━━━━━ Entries shown
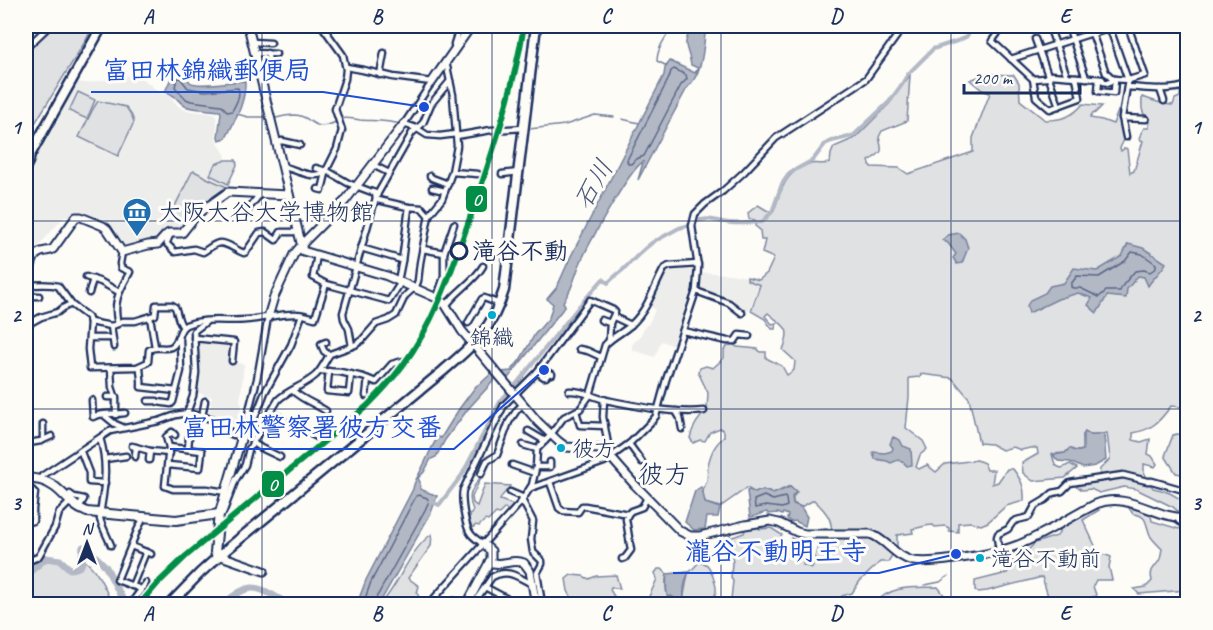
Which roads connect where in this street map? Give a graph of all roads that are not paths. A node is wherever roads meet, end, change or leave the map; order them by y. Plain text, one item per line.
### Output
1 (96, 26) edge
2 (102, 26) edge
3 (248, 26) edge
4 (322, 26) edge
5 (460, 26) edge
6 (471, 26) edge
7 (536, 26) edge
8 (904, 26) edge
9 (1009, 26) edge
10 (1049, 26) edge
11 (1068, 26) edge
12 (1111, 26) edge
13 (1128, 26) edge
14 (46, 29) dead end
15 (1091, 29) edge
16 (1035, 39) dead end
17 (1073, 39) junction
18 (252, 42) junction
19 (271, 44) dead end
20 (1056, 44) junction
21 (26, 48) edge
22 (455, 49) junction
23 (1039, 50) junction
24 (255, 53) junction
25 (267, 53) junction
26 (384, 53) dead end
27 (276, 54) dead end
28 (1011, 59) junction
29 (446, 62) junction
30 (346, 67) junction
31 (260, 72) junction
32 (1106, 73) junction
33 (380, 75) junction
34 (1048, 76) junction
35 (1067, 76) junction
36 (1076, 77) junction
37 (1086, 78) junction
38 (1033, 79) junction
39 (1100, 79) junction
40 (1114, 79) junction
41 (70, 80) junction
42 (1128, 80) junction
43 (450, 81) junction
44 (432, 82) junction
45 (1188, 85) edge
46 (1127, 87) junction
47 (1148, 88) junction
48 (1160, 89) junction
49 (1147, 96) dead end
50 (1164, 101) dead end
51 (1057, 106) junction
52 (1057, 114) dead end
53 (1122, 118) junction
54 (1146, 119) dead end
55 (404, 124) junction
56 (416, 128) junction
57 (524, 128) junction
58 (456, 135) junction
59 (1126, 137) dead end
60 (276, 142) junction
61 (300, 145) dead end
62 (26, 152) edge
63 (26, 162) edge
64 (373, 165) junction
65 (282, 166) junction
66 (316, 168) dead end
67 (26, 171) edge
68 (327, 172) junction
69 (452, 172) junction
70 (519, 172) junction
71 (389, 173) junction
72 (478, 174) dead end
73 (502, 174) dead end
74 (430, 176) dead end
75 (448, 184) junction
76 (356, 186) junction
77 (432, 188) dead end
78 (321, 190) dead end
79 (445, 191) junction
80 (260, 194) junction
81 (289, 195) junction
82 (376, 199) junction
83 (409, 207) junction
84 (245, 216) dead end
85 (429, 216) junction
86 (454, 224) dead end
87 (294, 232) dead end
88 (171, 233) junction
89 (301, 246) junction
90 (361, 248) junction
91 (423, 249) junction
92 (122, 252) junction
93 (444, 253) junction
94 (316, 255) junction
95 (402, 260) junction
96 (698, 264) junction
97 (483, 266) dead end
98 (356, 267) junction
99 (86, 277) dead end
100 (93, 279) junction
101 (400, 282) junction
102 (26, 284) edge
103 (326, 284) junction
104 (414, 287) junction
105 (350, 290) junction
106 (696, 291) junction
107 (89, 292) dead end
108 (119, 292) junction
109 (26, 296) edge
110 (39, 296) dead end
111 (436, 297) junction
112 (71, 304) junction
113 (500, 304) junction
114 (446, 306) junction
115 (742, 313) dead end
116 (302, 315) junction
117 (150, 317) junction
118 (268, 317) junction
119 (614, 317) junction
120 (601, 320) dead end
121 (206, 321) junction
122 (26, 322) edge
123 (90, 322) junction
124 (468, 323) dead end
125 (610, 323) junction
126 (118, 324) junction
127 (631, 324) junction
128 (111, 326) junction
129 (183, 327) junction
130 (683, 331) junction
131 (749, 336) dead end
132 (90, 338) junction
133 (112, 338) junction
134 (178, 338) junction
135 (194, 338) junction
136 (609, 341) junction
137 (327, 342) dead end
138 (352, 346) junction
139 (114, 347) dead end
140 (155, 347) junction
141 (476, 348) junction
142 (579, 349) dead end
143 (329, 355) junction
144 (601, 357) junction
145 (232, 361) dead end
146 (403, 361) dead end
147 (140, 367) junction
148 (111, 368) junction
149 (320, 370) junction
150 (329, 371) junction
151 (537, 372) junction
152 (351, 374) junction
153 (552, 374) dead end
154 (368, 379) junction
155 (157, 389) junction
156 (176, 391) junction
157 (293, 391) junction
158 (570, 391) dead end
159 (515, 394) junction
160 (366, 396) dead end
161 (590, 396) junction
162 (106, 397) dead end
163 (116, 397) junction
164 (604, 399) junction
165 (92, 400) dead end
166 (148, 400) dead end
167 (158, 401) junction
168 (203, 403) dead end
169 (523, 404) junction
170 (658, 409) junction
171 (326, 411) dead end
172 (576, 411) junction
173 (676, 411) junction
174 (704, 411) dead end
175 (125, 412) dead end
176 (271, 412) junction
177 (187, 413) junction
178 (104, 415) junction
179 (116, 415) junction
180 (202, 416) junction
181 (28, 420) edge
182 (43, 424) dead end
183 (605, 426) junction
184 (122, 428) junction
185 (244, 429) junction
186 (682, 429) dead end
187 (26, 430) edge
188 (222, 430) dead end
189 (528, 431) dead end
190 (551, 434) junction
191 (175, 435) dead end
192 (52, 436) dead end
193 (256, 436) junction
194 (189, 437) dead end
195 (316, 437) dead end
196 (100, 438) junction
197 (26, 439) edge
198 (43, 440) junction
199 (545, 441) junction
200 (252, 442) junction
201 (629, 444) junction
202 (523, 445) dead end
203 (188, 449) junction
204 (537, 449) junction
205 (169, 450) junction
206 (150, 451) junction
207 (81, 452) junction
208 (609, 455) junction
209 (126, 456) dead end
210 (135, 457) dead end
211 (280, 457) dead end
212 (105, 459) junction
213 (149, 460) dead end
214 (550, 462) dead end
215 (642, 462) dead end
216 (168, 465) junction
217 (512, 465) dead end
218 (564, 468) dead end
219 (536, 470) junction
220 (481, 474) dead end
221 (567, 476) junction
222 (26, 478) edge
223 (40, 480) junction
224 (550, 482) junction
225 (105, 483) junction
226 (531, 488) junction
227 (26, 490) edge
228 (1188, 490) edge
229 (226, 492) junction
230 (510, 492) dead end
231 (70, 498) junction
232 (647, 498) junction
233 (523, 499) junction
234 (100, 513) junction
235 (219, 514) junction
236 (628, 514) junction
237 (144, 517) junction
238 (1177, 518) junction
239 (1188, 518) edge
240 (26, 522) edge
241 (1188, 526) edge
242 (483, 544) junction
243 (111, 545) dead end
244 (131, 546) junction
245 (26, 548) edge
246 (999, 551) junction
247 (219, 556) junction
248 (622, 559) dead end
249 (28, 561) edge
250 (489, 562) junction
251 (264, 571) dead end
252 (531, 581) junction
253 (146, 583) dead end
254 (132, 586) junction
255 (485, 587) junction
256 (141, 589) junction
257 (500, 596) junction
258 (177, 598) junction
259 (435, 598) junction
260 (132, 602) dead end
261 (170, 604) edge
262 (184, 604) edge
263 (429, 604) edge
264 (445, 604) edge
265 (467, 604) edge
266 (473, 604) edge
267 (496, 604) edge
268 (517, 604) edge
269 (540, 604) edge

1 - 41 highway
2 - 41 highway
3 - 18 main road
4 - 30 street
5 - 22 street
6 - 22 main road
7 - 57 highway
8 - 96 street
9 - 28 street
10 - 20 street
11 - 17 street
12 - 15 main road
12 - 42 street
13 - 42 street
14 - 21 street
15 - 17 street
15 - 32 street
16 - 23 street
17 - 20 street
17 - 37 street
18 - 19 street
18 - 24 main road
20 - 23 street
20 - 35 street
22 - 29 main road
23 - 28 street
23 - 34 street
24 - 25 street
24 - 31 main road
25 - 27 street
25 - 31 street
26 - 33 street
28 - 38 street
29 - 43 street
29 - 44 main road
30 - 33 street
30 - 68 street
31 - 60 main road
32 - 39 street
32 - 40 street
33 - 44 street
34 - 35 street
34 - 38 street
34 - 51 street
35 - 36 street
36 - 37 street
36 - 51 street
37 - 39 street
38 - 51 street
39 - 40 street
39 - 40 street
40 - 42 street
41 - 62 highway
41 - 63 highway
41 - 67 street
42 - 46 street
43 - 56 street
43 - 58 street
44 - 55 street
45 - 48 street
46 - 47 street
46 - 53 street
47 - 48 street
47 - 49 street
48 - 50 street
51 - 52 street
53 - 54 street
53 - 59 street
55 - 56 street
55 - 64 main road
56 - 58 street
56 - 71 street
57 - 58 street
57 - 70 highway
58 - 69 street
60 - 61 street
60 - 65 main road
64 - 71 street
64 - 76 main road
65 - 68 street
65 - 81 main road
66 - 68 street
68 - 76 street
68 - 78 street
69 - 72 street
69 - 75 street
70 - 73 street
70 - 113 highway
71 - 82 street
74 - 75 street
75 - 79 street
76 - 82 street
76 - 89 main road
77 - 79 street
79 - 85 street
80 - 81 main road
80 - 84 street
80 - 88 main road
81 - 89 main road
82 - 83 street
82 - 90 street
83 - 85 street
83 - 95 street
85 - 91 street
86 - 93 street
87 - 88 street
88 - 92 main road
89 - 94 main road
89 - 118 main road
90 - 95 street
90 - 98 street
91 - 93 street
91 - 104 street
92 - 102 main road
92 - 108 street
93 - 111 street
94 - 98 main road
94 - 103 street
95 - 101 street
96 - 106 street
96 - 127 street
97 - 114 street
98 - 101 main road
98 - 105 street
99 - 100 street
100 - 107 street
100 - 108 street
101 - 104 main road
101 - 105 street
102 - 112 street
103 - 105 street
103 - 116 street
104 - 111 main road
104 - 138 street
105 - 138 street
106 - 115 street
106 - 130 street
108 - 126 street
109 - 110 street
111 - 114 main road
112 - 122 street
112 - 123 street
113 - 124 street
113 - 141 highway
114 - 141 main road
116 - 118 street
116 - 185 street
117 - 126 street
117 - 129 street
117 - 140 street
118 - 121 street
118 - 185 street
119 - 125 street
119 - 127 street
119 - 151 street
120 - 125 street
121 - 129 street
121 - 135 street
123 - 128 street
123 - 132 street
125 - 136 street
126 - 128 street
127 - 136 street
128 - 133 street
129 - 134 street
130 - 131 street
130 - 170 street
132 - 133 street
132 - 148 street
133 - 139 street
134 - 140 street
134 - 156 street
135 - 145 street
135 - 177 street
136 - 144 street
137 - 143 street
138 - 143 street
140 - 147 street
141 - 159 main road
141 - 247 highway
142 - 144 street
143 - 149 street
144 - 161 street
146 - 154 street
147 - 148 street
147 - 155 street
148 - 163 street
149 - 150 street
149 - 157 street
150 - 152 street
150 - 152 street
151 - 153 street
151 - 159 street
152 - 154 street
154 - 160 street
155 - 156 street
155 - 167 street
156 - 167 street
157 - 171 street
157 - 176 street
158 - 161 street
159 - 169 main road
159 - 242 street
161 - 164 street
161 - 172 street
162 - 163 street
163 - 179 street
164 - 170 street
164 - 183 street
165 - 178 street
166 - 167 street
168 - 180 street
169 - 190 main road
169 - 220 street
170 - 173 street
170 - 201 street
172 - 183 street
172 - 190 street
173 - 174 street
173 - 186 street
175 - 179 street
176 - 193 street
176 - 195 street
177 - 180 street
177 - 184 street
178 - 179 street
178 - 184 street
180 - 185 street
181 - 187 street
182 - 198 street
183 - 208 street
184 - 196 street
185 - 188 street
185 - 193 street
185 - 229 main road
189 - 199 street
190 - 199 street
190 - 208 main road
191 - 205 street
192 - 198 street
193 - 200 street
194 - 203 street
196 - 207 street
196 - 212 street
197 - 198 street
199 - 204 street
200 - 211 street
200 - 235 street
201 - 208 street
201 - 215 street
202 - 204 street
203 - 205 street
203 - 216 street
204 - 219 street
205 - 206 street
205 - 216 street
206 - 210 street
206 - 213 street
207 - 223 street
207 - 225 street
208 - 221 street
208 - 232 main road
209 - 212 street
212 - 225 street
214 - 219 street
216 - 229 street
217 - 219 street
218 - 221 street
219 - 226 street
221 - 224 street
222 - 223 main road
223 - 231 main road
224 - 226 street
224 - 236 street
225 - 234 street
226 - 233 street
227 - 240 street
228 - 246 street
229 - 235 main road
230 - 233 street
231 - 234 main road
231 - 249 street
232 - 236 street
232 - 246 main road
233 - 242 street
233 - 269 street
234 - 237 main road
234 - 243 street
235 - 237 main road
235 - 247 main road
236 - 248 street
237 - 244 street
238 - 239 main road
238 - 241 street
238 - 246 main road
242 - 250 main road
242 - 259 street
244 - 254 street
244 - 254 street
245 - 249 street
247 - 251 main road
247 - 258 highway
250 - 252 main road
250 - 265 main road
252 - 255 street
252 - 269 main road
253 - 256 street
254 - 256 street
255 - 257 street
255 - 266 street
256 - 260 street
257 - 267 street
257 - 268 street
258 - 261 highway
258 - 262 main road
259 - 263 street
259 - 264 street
━━━━━━━━━━
━━━━━ Entries shown
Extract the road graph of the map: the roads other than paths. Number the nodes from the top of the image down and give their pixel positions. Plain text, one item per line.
━━━━━━━━━━
Exercise directions ▸
Each line in the material above that mentions the word "roads" must be copied.

Output ▸
Which roads connect where in this street map? Give a graph of all roads that are not paths. A node is wherever roads meet, end, change or leave the map; order them by y. Plain text, one item per line.
Extract the road graph of the map: the roads other than paths. Number the nodes from the top of the image down and give their pixel positions. Plain text, one item per line.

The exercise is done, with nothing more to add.